Using a list creates secrets with DuckDB's default naming:
=== "YAML"
```yaml linenums="1"
gateways:
duckdb:
connection:
type: duckdb
catalogs:
local: local.db
remote: "s3://bucket/data/remote.duckdb"
extensions:
- name: httpfs
secrets:
- type: s3
region: "YOUR_AWS_REGION"
key_id: "YOUR_AWS_ACCESS_KEY"
secret: "YOUR_AWS_SECRET_KEY"
```
=== "Python"
```python linenums="1"
from sqlmesh.core.config import (
Config,
ModelDefaultsConfig,
GatewayConfig,
DuckDBConnectionConfig
)
config = Config(
model_defaults=ModelDefaultsConfig(dialect="duckdb"),
gateways={
"duckdb": GatewayConfig(
connection=DuckDBConnectionConfig(
catalogs={
"local": "local.db",
"remote": "s3://bucket/data/remote.duckdb"
},
extensions=[
{"name": "httpfs"},
],
secrets=[
{
"type": "s3",
"region": "YOUR_AWS_REGION",
"key_id": "YOUR_AWS_ACCESS_KEY",
"secret": "YOUR_AWS_SECRET_KEY"
}
]
)
),
}
)
```
Using a dictionary allows you to assign custom names to your secrets for better organization and reference:
=== "YAML"
```yaml linenums="1"
gateways:
duckdb:
connection:
type: duckdb
catalogs:
local: local.db
remote: "s3://bucket/data/remote.duckdb"
extensions:
- name: httpfs
secrets:
my_s3_secret:
type: s3
region: "YOUR_AWS_REGION"
key_id: "YOUR_AWS_ACCESS_KEY"
secret: "YOUR_AWS_SECRET_KEY"
my_azure_secret:
type: azure
account_name: "YOUR_AZURE_ACCOUNT"
account_key: "YOUR_AZURE_KEY"
```
=== "Python"
```python linenums="1"
from sqlmesh.core.config import (
Config,
ModelDefaultsConfig,
GatewayConfig,
DuckDBConnectionConfig
)
config = Config(
model_defaults=ModelDefaultsConfig(dialect="duckdb"),
gateways={
"duckdb": GatewayConfig(
connection=DuckDBConnectionConfig(
catalogs={
"local": "local.db",
"remote": "s3://bucket/data/remote.duckdb"
},
extensions=[
{"name": "httpfs"},
],
secrets={
"my_s3_secret": {
"type": "s3",
"region": "YOUR_AWS_REGION",
"key_id": "YOUR_AWS_ACCESS_KEY",
"secret": "YOUR_AWS_SECRET_KEY"
},
"my_azure_secret": {
"type": "azure",
"account_name": "YOUR_AZURE_ACCOUNT",
"account_key": "YOUR_AZURE_KEY"
}
}
)
),
}
)
```
After configuring the secrets, you can directly reference S3 paths in your catalogs or in SQL queries without additional authentication steps.

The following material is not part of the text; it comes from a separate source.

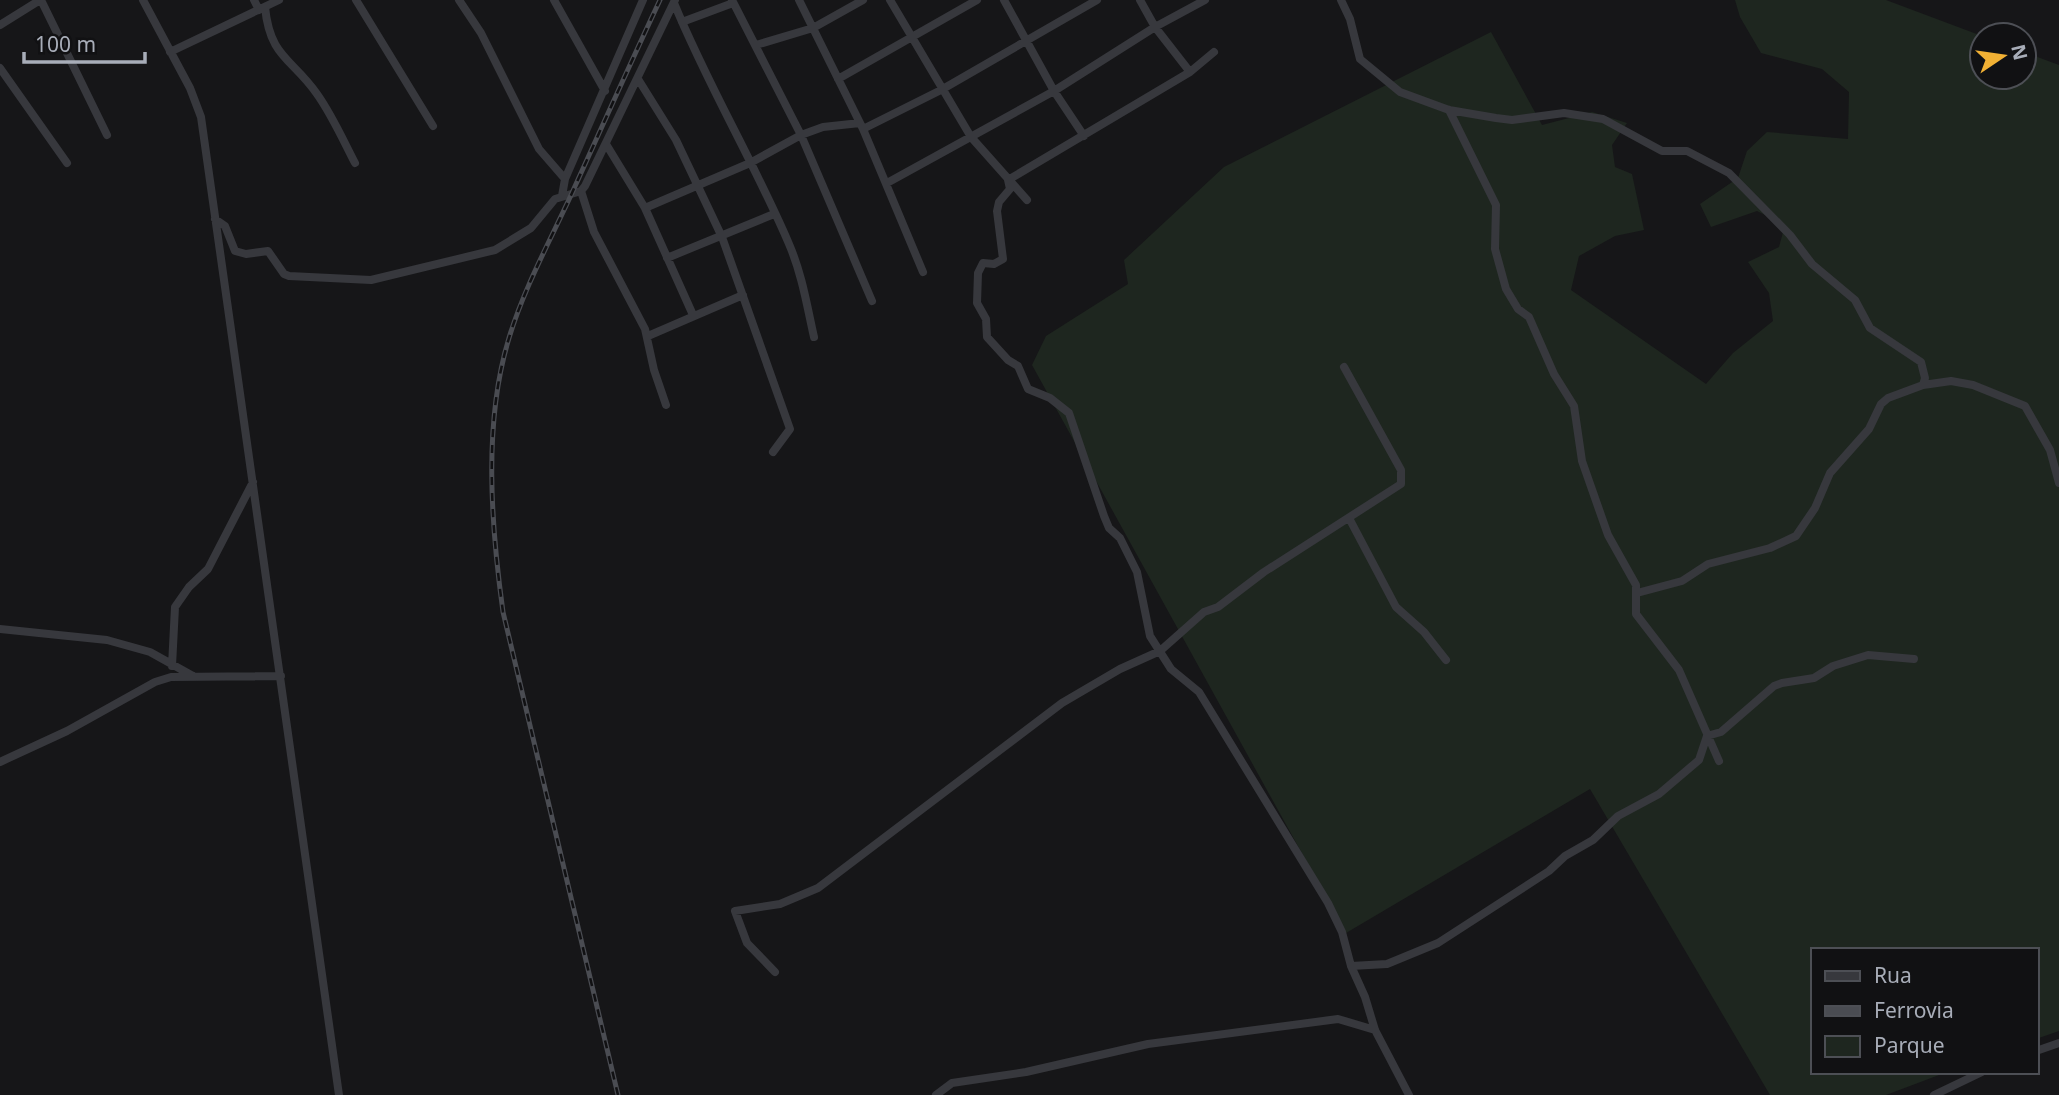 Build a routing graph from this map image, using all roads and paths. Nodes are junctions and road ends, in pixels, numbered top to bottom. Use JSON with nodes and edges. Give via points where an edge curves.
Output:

Refer to the official DuckDB documentation for the full list of supported S3 secret parameters and for more information on the Secrets Manager configuration.

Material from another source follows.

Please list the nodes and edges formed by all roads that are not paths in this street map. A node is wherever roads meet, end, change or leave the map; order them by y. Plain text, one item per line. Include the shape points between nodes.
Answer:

Note: Loading credentials at runtime using
load_aws_credentials()or similar deprecated functions may fail when using SQLMesh.

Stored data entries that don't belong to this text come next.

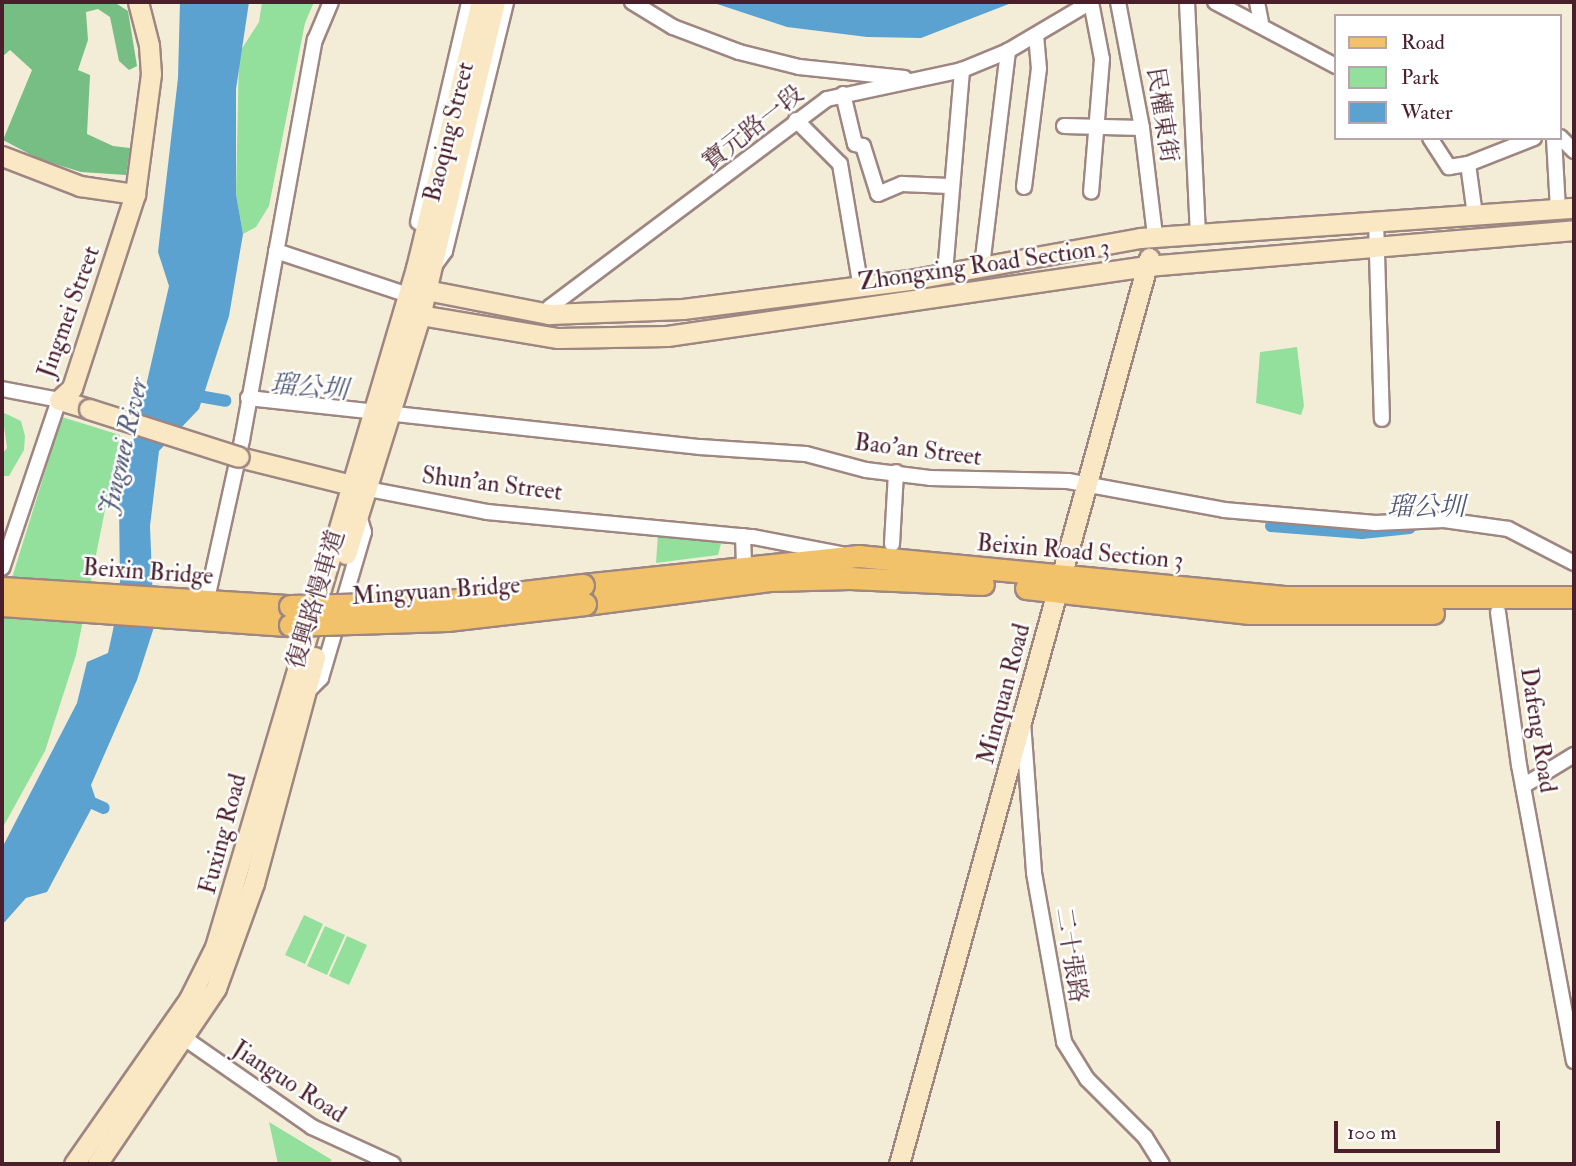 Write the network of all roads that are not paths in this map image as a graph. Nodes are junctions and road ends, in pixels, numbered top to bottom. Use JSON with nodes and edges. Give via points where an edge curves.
{"nodes":[{"id":1,"x":138,"y":2,"type":"edge"},
{"id":2,"x":331,"y":2,"type":"edge"},
{"id":3,"x":469,"y":2,"type":"edge"},
{"id":4,"x":481,"y":2,"type":"edge"},
{"id":5,"x":495,"y":2,"type":"edge"},
{"id":6,"x":506,"y":2,"type":"edge"},
{"id":7,"x":632,"y":2,"type":"edge"},
{"id":8,"x":1091,"y":2,"type":"edge"},
{"id":9,"x":1118,"y":2,"type":"edge"},
{"id":10,"x":1187,"y":2,"type":"edge"},
{"id":11,"x":1215,"y":2,"type":"edge"},
{"id":12,"x":1257,"y":2,"type":"edge"},
{"id":13,"x":1261,"y":23,"type":"junction"},
{"id":14,"x":1037,"y":36,"type":"junction"},
{"id":15,"x":1008,"y":51,"type":"junction"},
{"id":16,"x":1334,"y":66,"type":"edge"},
{"id":17,"x":962,"y":70,"type":"junction"},
{"id":18,"x":918,"y":80,"type":"junction"},
{"id":19,"x":843,"y":94,"type":"junction"},
{"id":20,"x":796,"y":120,"type":"junction"},
{"id":21,"x":1064,"y":126,"type":"dead end"},
{"id":22,"x":1096,"y":127,"type":"junction"},
{"id":23,"x":1142,"y":128,"type":"junction"},
{"id":24,"x":1562,"y":138,"type":"edge"},
{"id":25,"x":1431,"y":140,"type":"edge"},
{"id":26,"x":1529,"y":140,"type":"edge"},
{"id":27,"x":1555,"y":140,"type":"edge"},
{"id":28,"x":1574,"y":151,"type":"edge"},
{"id":29,"x":2,"y":156,"type":"edge"},
{"id":30,"x":1468,"y":164,"type":"junction"},
{"id":31,"x":950,"y":186,"type":"junction"},
{"id":32,"x":1024,"y":187,"type":"dead end"},
{"id":33,"x":1091,"y":192,"type":"dead end"},
{"id":34,"x":135,"y":194,"type":"junction"},
{"id":35,"x":440,"y":202,"type":"junction"},
{"id":36,"x":1566,"y":209,"type":"edge"},
{"id":37,"x":1475,"y":215,"type":"junction"},
{"id":38,"x":1376,"y":220,"type":"junction"},
{"id":39,"x":1574,"y":230,"type":"edge"},
{"id":40,"x":1198,"y":233,"type":"junction"},
{"id":41,"x":1155,"y":236,"type":"junction"},
{"id":42,"x":1377,"y":246,"type":"junction"},
{"id":43,"x":276,"y":251,"type":"junction"},
{"id":44,"x":982,"y":266,"type":"junction"},
{"id":45,"x":1147,"y":266,"type":"junction"},
{"id":46,"x":945,"y":273,"type":"junction"},
{"id":47,"x":862,"y":288,"type":"junction"},
{"id":48,"x":417,"y":291,"type":"junction"},
{"id":49,"x":662,"y":310,"type":"junction"},
{"id":50,"x":548,"y":314,"type":"junction"},
{"id":51,"x":584,"y":338,"type":"junction"},
{"id":52,"x":2,"y":389,"type":"edge"},
{"id":53,"x":248,"y":398,"type":"junction"},
{"id":54,"x":60,"y":400,"type":"junction"},
{"id":55,"x":383,"y":412,"type":"junction"},
{"id":56,"x":1382,"y":419,"type":"dead end"},
{"id":57,"x":896,"y":472,"type":"junction"},
{"id":58,"x":1087,"y":484,"type":"junction"},
{"id":59,"x":360,"y":487,"type":"junction"},
{"id":60,"x":743,"y":536,"type":"junction"},
{"id":61,"x":891,"y":544,"type":"dead end"},
{"id":62,"x":848,"y":556,"type":"junction"},
{"id":63,"x":1574,"y":563,"type":"edge"},
{"id":64,"x":744,"y":565,"type":"junction"},
{"id":65,"x":2,"y":568,"type":"edge"},
{"id":66,"x":771,"y":580,"type":"junction"},
{"id":67,"x":1059,"y":585,"type":"junction"},
{"id":68,"x":2,"y":588,"type":"edge"},
{"id":69,"x":209,"y":590,"type":"dead end"},
{"id":70,"x":584,"y":595,"type":"junction"},
{"id":71,"x":1574,"y":597,"type":"edge"},
{"id":72,"x":2,"y":605,"type":"edge"},
{"id":73,"x":1574,"y":611,"type":"edge"},
{"id":74,"x":1498,"y":612,"type":"junction"},
{"id":75,"x":290,"y":616,"type":"junction"},
{"id":76,"x":301,"y":685,"type":"junction"},
{"id":77,"x":1022,"y":718,"type":"junction"},
{"id":78,"x":1574,"y":755,"type":"edge"},
{"id":79,"x":1523,"y":786,"type":"junction"},
{"id":80,"x":167,"y":1026,"type":"junction"},
{"id":81,"x":185,"y":1039,"type":"junction"},
{"id":82,"x":1574,"y":1061,"type":"edge"},
{"id":83,"x":74,"y":1164,"type":"edge"},
{"id":84,"x":97,"y":1164,"type":"edge"},
{"id":85,"x":393,"y":1164,"type":"edge"},
{"id":86,"x":900,"y":1164,"type":"edge"},
{"id":87,"x":1162,"y":1164,"type":"edge"}],
"edges":[{"from":1,"to":34,"type":"street","name":"Jingmei Street","via":[[151,74]]},
{"from":2,"to":43,"type":"street","via":[[315,40]]},
{"from":3,"to":48,"type":"street","name":"Baoqing Street","via":[[411,249]]},
{"from":4,"to":35,"type":"street"},
{"from":5,"to":35,"type":"street"},
{"from":6,"to":48,"type":"street","name":"Baoqing Street","via":[[445,251]]},
{"from":7,"to":18,"type":"street","via":[[673,27],[739,52],[799,67]]},
{"from":8,"to":14,"type":"street","name":"寶元路一段"},
{"from":8,"to":22,"type":"street","via":[[1102,59]]},
{"from":9,"to":23,"type":"street","name":"民權東街"},
{"from":10,"to":40,"type":"street"},
{"from":11,"to":13,"type":"street"},
{"from":12,"to":13,"type":"street"},
{"from":13,"to":16,"type":"street"},
{"from":14,"to":15,"type":"street","name":"寶元路一段"},
{"from":14,"to":32,"type":"street","via":[[1040,69]]},
{"from":15,"to":17,"type":"street","name":"寶元路一段"},
{"from":15,"to":44,"type":"street"},
{"from":17,"to":18,"type":"street","name":"寶元路一段"},
{"from":17,"to":31,"type":"street"},
{"from":18,"to":19,"type":"street","name":"寶元路一段"},
{"from":19,"to":20,"type":"street","name":"寶元路一段"},
{"from":19,"to":31,"type":"street","via":[[855,144],[863,146],[878,194],[902,184]]},
{"from":20,"to":47,"type":"street","via":[[840,164]]},
{"from":20,"to":50,"type":"street","name":"寶元路一段","via":[[676,216],[550,307]]},
{"from":21,"to":22,"type":"street"},
{"from":22,"to":23,"type":"street"},
{"from":22,"to":33,"type":"street"},
{"from":23,"to":41,"type":"street","name":"民權東街"},
{"from":24,"to":28,"type":"street"},
{"from":25,"to":30,"type":"street","via":[[1449,167]]},
{"from":26,"to":30,"type":"street"},
{"from":27,"to":36,"type":"street"},
{"from":29,"to":34,"type":"street","via":[[80,186]]},
{"from":30,"to":37,"type":"street"},
{"from":31,"to":46,"type":"street"},
{"from":34,"to":54,"type":"street","name":"Jingmei Street","via":[[72,388]]},
{"from":35,"to":48,"type":"street","name":"Baoqing Street"},
{"from":36,"to":37,"type":"street","name":"Zhongxing Road Section 3"},
{"from":37,"to":38,"type":"street","name":"Zhongxing Road Section 3"},
{"from":38,"to":40,"type":"street","name":"Zhongxing Road Section 3"},
{"from":38,"to":42,"type":"street"},
{"from":39,"to":42,"type":"street","name":"Zhongxing Road Section 3"},
{"from":40,"to":41,"type":"street","name":"Zhongxing Road Section 3"},
{"from":41,"to":44,"type":"street","name":"Zhongxing Road Section 3"},
{"from":41,"to":45,"type":"street","name":"Minquan Road"},
{"from":42,"to":45,"type":"street","name":"Zhongxing Road Section 3"},
{"from":42,"to":56,"type":"street"},
{"from":43,"to":48,"type":"street"},
{"from":43,"to":53,"type":"street"},
{"from":44,"to":46,"type":"street","name":"Zhongxing Road Section 3"},
{"from":45,"to":51,"type":"street","name":"Zhongxing Road Section 3","via":[[702,331]]},
{"from":45,"to":58,"type":"street","name":"Minquan Road"},
{"from":46,"to":47,"type":"street","name":"Zhongxing Road Section 3"},
{"from":47,"to":49,"type":"street","name":"Zhongxing Road Section 3"},
{"from":48,"to":50,"type":"street","name":"Zhongxing Road Section 3"},
{"from":48,"to":51,"type":"street","name":"Zhongxing Road Section 3","via":[[518,333]]},
{"from":48,"to":55,"type":"street","name":"Baoqing Street"},
{"from":49,"to":50,"type":"street","name":"Zhongxing Road Section 3"},
{"from":49,"to":51,"type":"street","via":[[650,318],[585,321]]},
{"from":52,"to":54,"type":"street"},
{"from":53,"to":55,"type":"street","name":"Bao'an Street"},
{"from":53,"to":69,"type":"street"},
{"from":54,"to":59,"type":"street","name":"Shun’an Street","bridge":true,"via":[[239,457]]},
{"from":54,"to":65,"type":"street"},
{"from":55,"to":57,"type":"street","name":"Bao'an Street","via":[[700,447],[807,454],[866,470]]},
{"from":55,"to":59,"type":"street","name":"Baoqing Street"},
{"from":57,"to":58,"type":"street","name":"Bao'an Street","via":[[930,478]]},
{"from":57,"to":61,"type":"street"},
{"from":58,"to":63,"type":"street","name":"Bao'an Street","via":[[1224,510],[1375,523],[1444,520],[1508,529]]},
{"from":58,"to":67,"type":"street","name":"Minquan Road"},
{"from":59,"to":60,"type":"street","name":"Shun’an Street","via":[[487,512]]},
{"from":59,"to":76,"type":"street","name":"Fuxing Road"},
{"from":60,"to":62,"type":"street","name":"Shun’an Street"},
{"from":60,"to":64,"type":"street"},
{"from":62,"to":64,"type":"main road","name":"Beixin Road Section 3"},
{"from":62,"to":67,"type":"main road","name":"Beixin Road Section 3"},
{"from":64,"to":66,"type":"street","via":[[769,570]]},
{"from":64,"to":70,"type":"main road","name":"Beixin Road Section 3"},
{"from":66,"to":67,"type":"main road","name":"Beixin Road Section 3"},
{"from":66,"to":70,"type":"main road","name":"Beixin Road Section 3"},
{"from":67,"to":71,"type":"main road","name":"Beixin Road Section 3","via":[[1286,597]]},
{"from":67,"to":74,"type":"main road","name":"Beixin Road Section 3","via":[[1250,612]]},
{"from":67,"to":77,"type":"street","name":"Minquan Road"},
{"from":68,"to":75,"type":"main road","name":"Beixin Bridge"},
{"from":70,"to":75,"type":"main road","name":"Mingyuan Bridge","bridge":true},
{"from":72,"to":75,"type":"main road","name":"Beixin Bridge"},
{"from":73,"to":74,"type":"main road","name":"Beixin Road Section 3"},
{"from":74,"to":79,"type":"street","name":"Dafeng Road"},
{"from":76,"to":80,"type":"street","name":"Fuxing Road","via":[[215,947],[188,999]]},
{"from":76,"to":81,"type":"street","name":"Fuxing Road","via":[[238,933],[216,988]]},
{"from":77,"to":86,"type":"street","name":"Minquan Road"},
{"from":77,"to":87,"type":"street","name":"二十張路","via":[[1034,873],[1064,1042],[1087,1079],[1145,1137]]},
{"from":78,"to":79,"type":"street"},
{"from":79,"to":82,"type":"street","name":"Dafeng Road"},
{"from":80,"to":81,"type":"street","name":"Jianguo Road"},
{"from":80,"to":83,"type":"street","name":"Fuxing Road"},
{"from":81,"to":84,"type":"street","name":"Fuxing Road"},
{"from":81,"to":85,"type":"street","name":"Jianguo Road","via":[[312,1127]]}]}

The filesystems accepts a list of file systems to register in the DuckDB connection. This is especially useful for Azure Storage Accounts, as it adds write support for DuckDB which is not natively supported by DuckDB (yet).
=== "YAML"
```yaml linenums="1"
gateways:
ducklake:
connection:
type: duckdb
catalogs:
ducklake:
type: ducklake
path: myducklakecatalog.duckdb
data_path: abfs://MyFabricWorkspace/MyFabricLakehouse.Lakehouse/Files/DuckLake.Files
extensions:
- ducklake
filesystems:
- fs: abfs
account_name: onelake
account_host: onelake.blob.fabric.microsoft.com
client_id: {{ env_var('AZURE_CLIENT_ID') }}
client_secret: {{ env_var('AZURE_CLIENT_SECRET') }}
tenant_id: {{ env_var('AZURE_TENANT_ID') }}
# anon: False # To use azure.identity.DefaultAzureCredential authentication
```
Refer to the documentation for fsspec fsspec.filesystem and adlfs adlfs.AzureBlobFileSystem for a full list of storage options.